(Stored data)
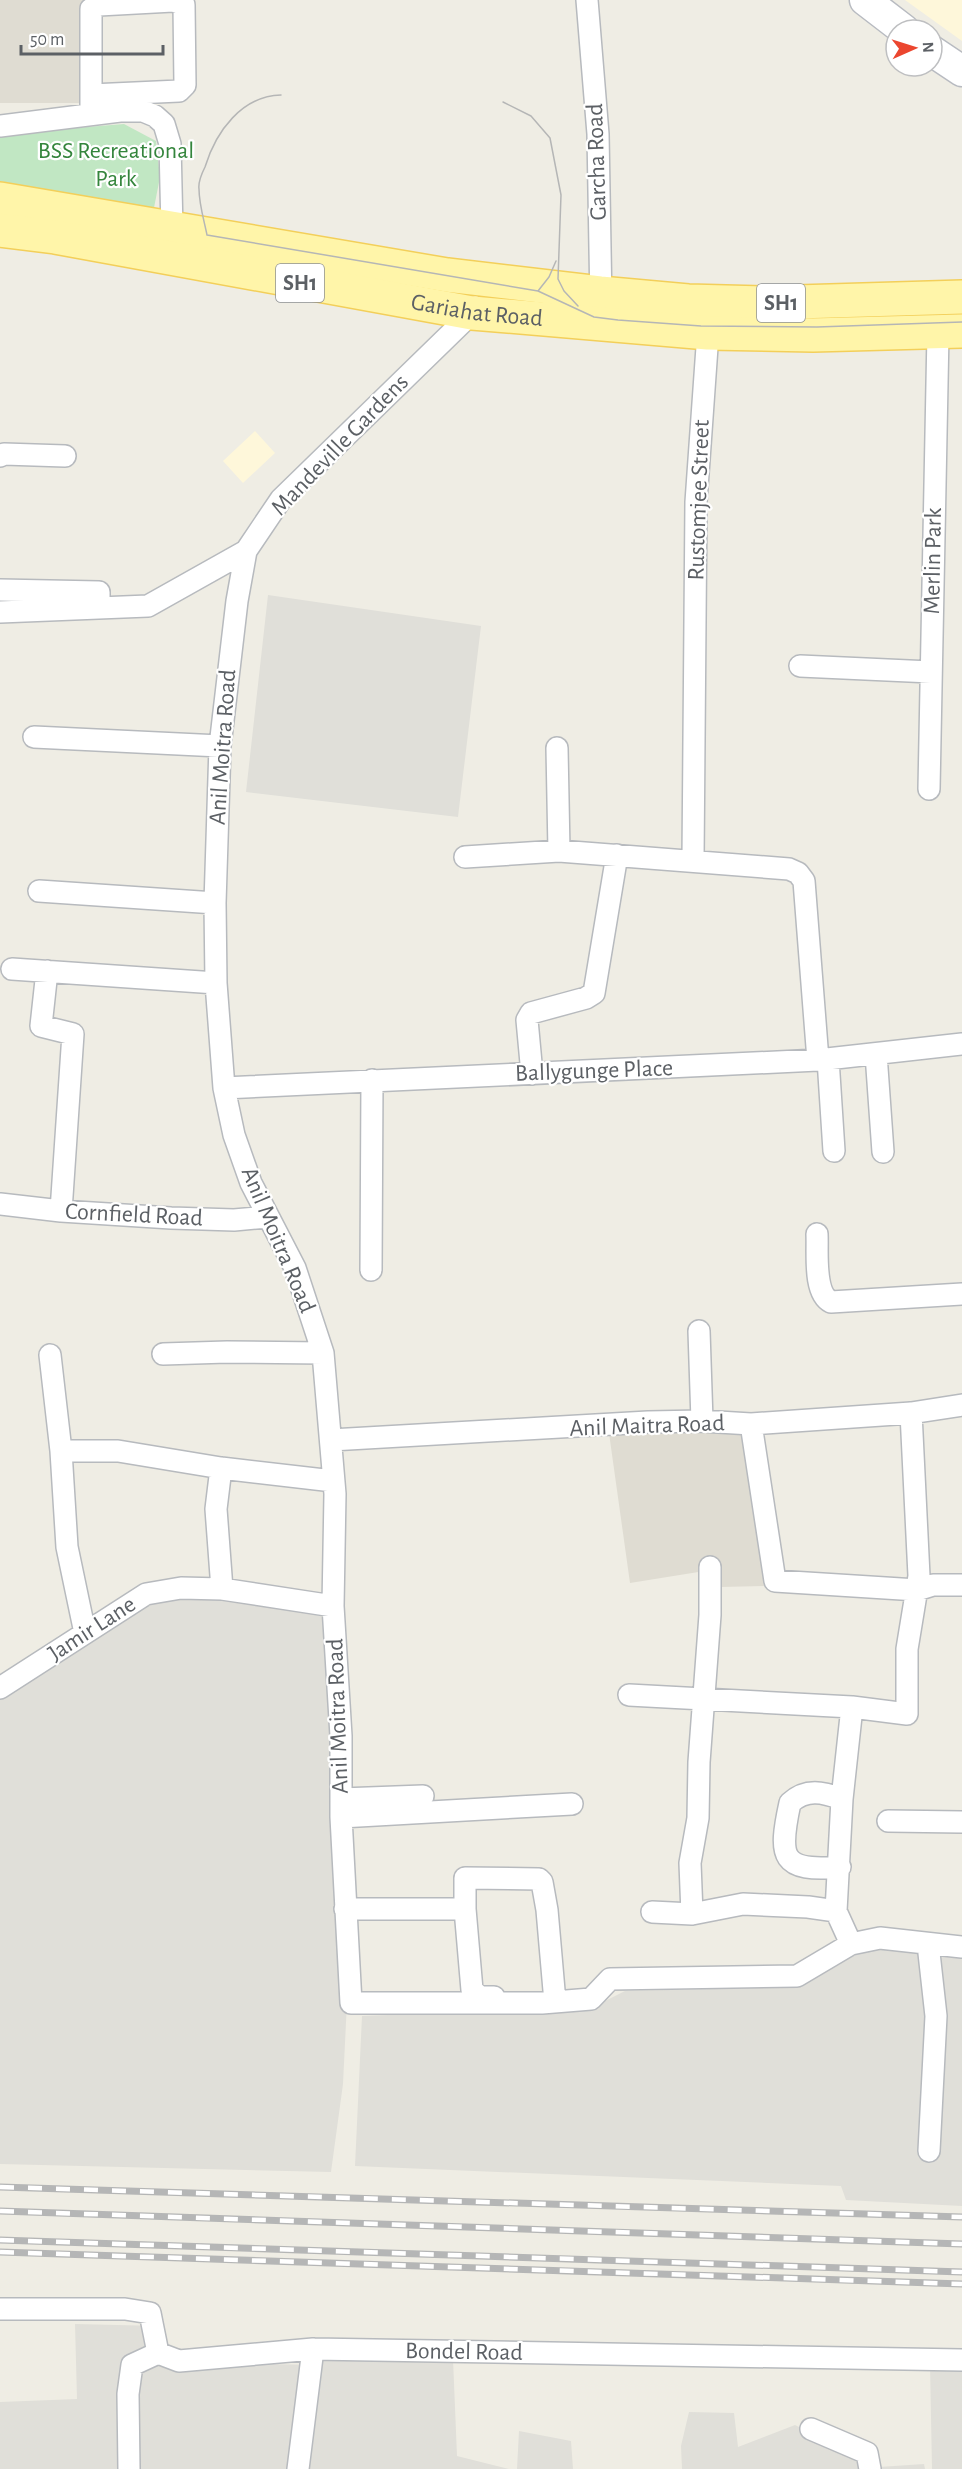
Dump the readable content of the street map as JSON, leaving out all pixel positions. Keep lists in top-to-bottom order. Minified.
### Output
{"streets":{"main road":["SH1","Gariahat Road"],"street":["Garcha Road","Mandeville Gardens","Rustomjee Street","Merlin Park","Anil Moitra Road","Ballygunge Place","Cornfield Road","Anil Maitra Road","Jamir Lane","Bondel Road"]},"crossings":[["Garcha Road","Gariahat Road"],["Gariahat Road","Mandeville Gardens"],["Gariahat Road","Rustomjee Street"],["Gariahat Road","Merlin Park"],["Mandeville Gardens","Anil Moitra Road"],["Anil Moitra Road","Ballygunge Place"],["Anil Moitra Road","Cornfield Road"],["Anil Moitra Road","Anil Maitra Road"],["Anil Moitra Road","Jamir Lane"]],"parks":["BSS Recreational Park"],"scale_bar":"50 m","north":"right"}
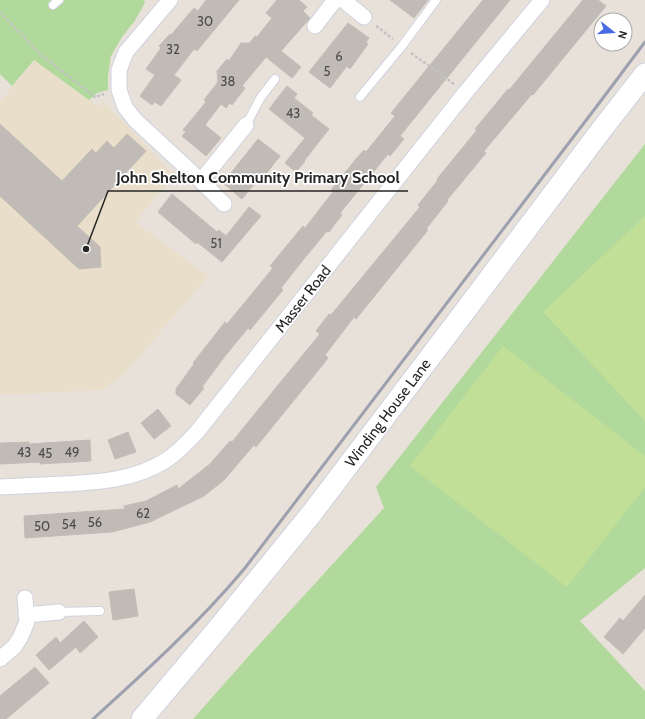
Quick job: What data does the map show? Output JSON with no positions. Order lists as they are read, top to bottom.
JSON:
{
  "streets": {
    "street": ["Masser Road", "Winding House Lane"]
  },
  "places": ["John Shelton Community Primary School"],
  "house_numbers": [
    "30",
    "32",
    "6",
    "5",
    "38",
    "43",
    "51",
    "43",
    "49",
    "45",
    "62",
    "56",
    "54",
    "50"
  ],
  "north": "right"
}
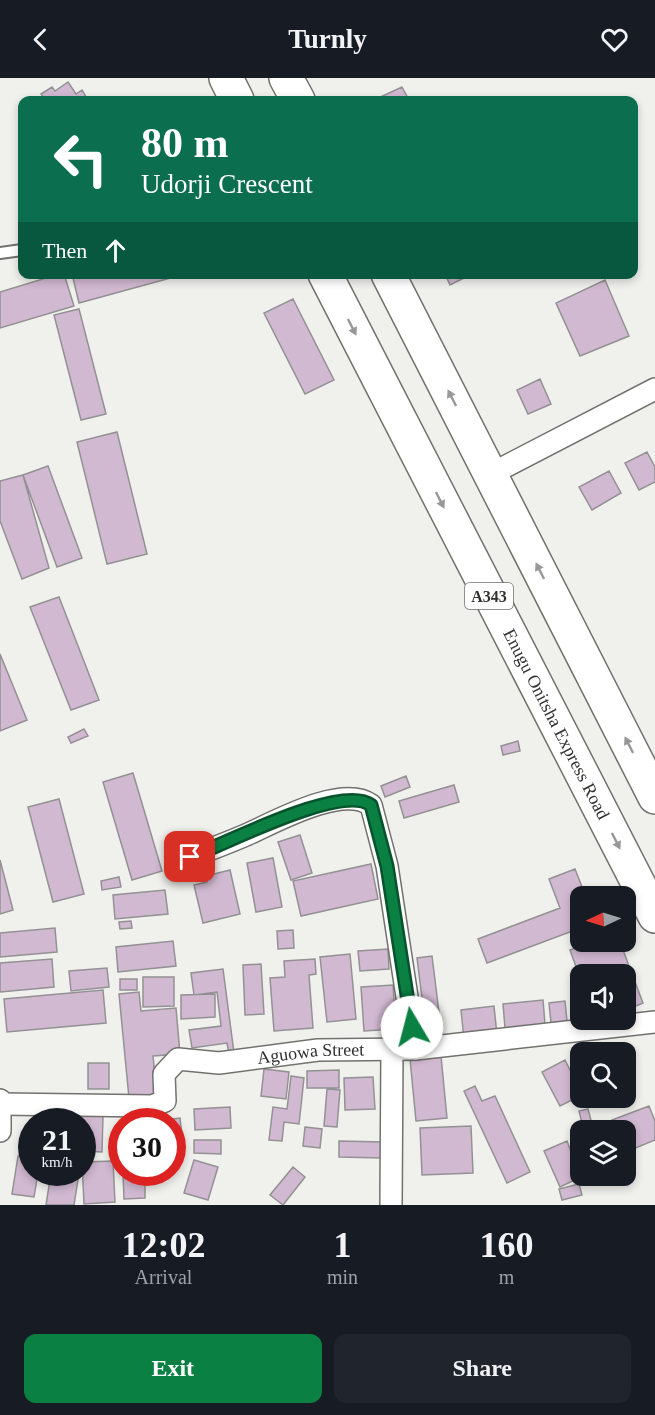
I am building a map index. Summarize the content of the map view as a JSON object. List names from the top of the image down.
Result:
{
  "streets": {
    "highway": ["A343", "Enugu Onitsha Express Road"],
    "street": ["Aguowa Street"]
  },
  "north": "left",
  "page": {
    "header": "Turnly",
    "turn": ["80 m", "Udorji Crescent"],
    "then": "Then",
    "speed": "21 km/h",
    "limit": "30",
    "eta": [
      "12:02",
      "Arrival",
      "1",
      "min",
      "160",
      "m"
    ],
    "buttons": ["Exit", "Share"]
  }
}
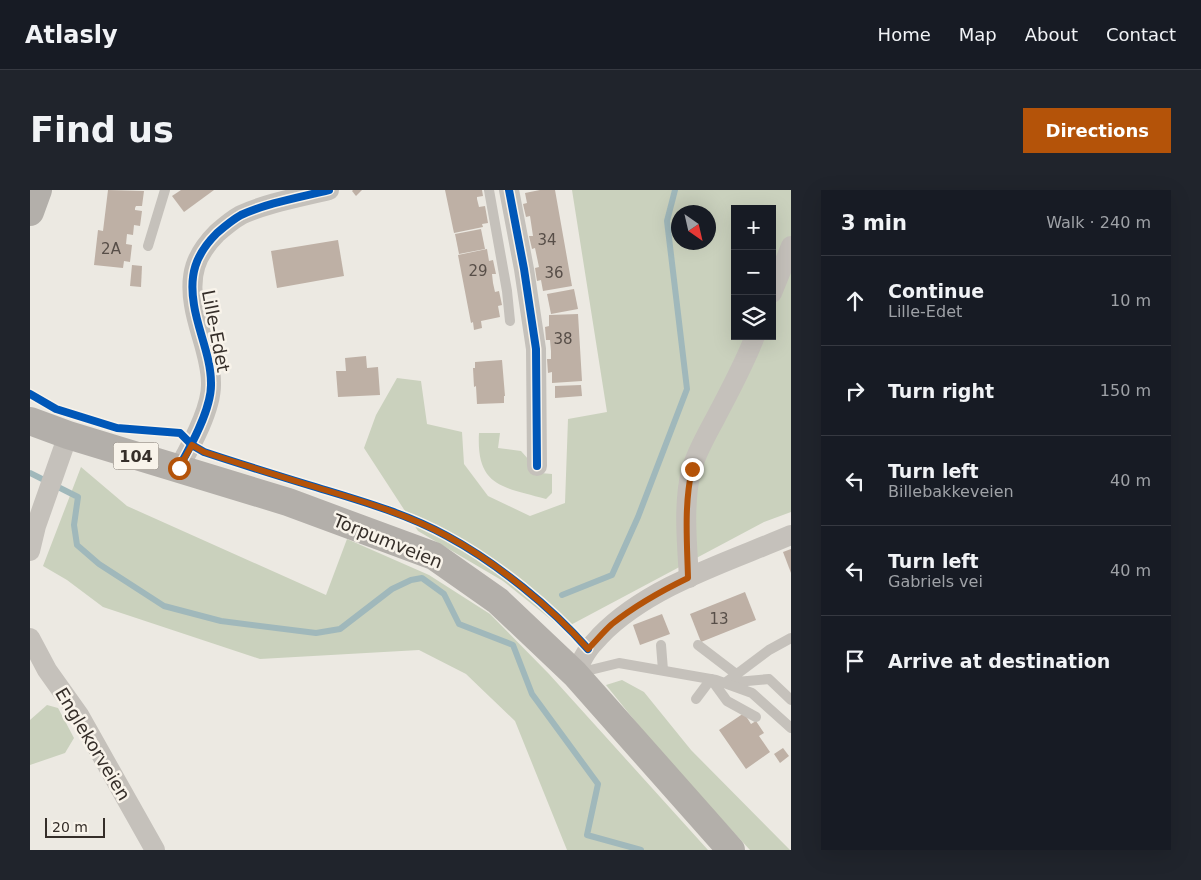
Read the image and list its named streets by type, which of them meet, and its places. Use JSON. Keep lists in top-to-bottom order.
{
  "streets": {
    "main road": ["104", "Torpumveien"],
    "street": ["Lille-Edet", "Englekorveien"]
  },
  "crossings": [
    ["Lille-Edet", "Torpumveien"]
  ],
  "house_numbers": [
    "34",
    "2A",
    "29",
    "36",
    "38",
    "13"
  ],
  "scale_bar": "20 m",
  "north": "bottom right",
  "page": {
    "header": "Atlasly",
    "nav": [
      "Home",
      "Map",
      "About",
      "Contact"
    ],
    "buttons": "Directions",
    "title": "Find us",
    "heading": ["3 min", "Walk · 240 m"],
    "map_buttons": ["+", "−"],
    "list": [
      ["Continue", "Lille-Edet", "10 m"],
      ["Turn right", "150 m"],
      ["Turn left", "Billebakkeveien", "40 m"],
      ["Turn left", "Gabriels vei", "40 m"],
      "Arrive at destination"
    ],
    "scale": "20 m"
  }
}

EXERCISE DETAILS ▸
Using the data above, state the number of lines that contain the word "positions"; add nothing else.

SOLUTION TO THIS EXERCISE ▸
2